KINETIC ARGON ISOTOPE FRACTIONATION IN DEGASSING MAGMA: A POSSIBLE CAUSE OF 39AR/40AR AGE BIAS IN QUATERNARY LAVAS

To obtain an ³⁹Ar/⁴⁰Ar age from a lava, geochronologists must distinguish radiogenic ⁴⁰Ar from excess ⁴⁰Ar. The ³⁹Ar/⁴⁰Ar age correction assumes excess argon has an atmospheric composition, yet young (<< 1 Ka) lavas actually have a strongly sub-atmospheric isotopic composition and appear to cluster around an apparent mass-dependent fractionation trend: ⁴⁰Ar/³⁶Ar = 2610 (38Ar/36Ar) - 209. Sub-atmospheric excess argon in lava could affect age estimates for volcanic rocks with relatively low concentrations of radiogenic ⁴⁰Ar, making them appear significantly younger.

We conducted HP-HT argon diffusion experiments in anhydrous rhyolite magma from Buck Mountain (Lassen, California).
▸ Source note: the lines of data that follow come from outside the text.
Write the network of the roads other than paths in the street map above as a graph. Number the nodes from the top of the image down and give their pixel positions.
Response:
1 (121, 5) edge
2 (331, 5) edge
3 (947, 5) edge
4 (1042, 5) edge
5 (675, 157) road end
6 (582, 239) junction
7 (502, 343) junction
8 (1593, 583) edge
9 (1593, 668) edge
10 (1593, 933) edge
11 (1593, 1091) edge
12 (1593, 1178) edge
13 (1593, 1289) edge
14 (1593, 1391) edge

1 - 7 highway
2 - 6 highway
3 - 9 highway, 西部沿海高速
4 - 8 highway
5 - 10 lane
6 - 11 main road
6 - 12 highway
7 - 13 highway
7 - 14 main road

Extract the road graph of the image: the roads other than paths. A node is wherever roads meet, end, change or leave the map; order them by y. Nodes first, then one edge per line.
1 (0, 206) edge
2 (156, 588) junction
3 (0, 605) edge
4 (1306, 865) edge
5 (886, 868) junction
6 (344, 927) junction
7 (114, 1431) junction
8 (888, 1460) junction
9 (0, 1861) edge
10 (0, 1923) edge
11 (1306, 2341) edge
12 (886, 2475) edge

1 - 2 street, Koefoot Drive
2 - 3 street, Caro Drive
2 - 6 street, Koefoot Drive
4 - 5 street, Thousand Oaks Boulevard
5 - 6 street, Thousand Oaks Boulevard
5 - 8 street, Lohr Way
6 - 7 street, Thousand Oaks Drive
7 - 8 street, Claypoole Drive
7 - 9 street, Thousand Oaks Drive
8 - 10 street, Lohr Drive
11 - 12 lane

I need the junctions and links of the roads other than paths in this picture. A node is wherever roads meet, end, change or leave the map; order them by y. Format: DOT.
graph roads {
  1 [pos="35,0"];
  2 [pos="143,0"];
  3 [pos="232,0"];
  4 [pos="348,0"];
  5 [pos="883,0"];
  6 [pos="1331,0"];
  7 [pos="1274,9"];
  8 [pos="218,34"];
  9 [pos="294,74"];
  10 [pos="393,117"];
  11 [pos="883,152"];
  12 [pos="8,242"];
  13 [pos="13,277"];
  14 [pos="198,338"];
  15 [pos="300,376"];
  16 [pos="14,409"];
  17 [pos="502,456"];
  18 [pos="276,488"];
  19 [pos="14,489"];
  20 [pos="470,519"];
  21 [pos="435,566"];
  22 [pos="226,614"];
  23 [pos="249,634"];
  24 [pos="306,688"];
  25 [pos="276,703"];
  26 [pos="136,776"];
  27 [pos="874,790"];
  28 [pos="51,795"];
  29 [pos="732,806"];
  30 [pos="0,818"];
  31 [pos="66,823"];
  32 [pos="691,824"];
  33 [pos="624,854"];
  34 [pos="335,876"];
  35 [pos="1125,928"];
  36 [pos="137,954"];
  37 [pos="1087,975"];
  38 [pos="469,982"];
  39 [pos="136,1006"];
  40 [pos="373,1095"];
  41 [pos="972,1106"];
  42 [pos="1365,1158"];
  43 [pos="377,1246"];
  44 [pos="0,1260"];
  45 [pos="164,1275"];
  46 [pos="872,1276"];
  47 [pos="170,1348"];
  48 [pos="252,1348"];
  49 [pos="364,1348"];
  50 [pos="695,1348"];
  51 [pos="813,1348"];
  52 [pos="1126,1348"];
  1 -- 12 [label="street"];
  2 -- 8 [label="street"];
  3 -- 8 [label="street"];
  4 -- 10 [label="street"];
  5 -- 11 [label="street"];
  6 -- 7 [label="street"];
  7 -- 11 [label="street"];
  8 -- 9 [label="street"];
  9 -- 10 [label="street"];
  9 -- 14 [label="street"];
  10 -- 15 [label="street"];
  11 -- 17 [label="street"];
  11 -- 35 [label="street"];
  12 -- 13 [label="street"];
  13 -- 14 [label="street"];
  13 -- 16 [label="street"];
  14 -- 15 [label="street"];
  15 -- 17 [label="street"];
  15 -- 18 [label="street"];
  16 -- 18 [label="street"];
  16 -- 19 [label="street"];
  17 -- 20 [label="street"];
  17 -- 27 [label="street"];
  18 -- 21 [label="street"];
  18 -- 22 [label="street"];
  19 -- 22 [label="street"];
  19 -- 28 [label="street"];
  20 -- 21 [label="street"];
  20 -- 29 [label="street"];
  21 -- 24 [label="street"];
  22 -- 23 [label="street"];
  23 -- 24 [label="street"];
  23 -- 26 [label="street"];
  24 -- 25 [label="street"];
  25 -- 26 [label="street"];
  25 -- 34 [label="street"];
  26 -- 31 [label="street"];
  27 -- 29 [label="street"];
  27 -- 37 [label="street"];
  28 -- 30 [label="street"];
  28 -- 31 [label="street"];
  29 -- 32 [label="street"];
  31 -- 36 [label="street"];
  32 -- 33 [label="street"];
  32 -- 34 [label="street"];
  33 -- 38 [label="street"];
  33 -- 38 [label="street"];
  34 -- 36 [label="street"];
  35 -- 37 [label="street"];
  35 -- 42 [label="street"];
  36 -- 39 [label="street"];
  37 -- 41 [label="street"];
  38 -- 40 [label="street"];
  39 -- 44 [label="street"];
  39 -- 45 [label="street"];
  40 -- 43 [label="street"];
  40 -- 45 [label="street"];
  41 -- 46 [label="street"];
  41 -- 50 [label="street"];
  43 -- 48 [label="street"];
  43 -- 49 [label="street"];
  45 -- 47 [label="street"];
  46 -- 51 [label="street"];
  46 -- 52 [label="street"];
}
Later, we measured argon concentration and argon isotope fractionation vs distance traveled through the melt. Our results confirm that light argon does diffuse faster than heavy argon. OLS regressions calculated D_Ar = 4.77 and E_Ar = 3.7, confirming that argon is very mass selective compared mobile ions in the melt, which supports the theory that mobile ions in magma are very strongly associated with aluminosilicate network during diffusion.

FDM simulations indicate that direct gas exchange between flowing lava and the atmosphere is so slow that any isotopic alteration should attenuate within few millimeters of the surface. Simulations of argon diffusing between gas bubbles and magma predict that bubbles will generate chemical and isotopic gradients in response to any changes in the magma that cause bubble to grow or shrink. During decompression, rapidly growing bubbles may act like sinks for argon, which forms millimeter-scale gradients depleted in light argon around gas bubbles enriched in isotopically light argon. This may explain prior observations lava where if vesicles were removed analysis measured consistently heavier isotopic compositions. Buoyant mechanical separation of bubbles from denser gas poor magma should continually keep gas-rich magma slightly enriched in isotopically light argon. Assuming the gas-rich, buoyant magma is more likely to reach the surface, eruptions may tend to preferentially extract and solidify lavas with isotopically light compositions. This mechanism could resolve the age-disagreement between (younger) ³⁹Ar/⁴⁰Ar basalt ages and (older) U–Pb ash ziron ages from overlying ash layers.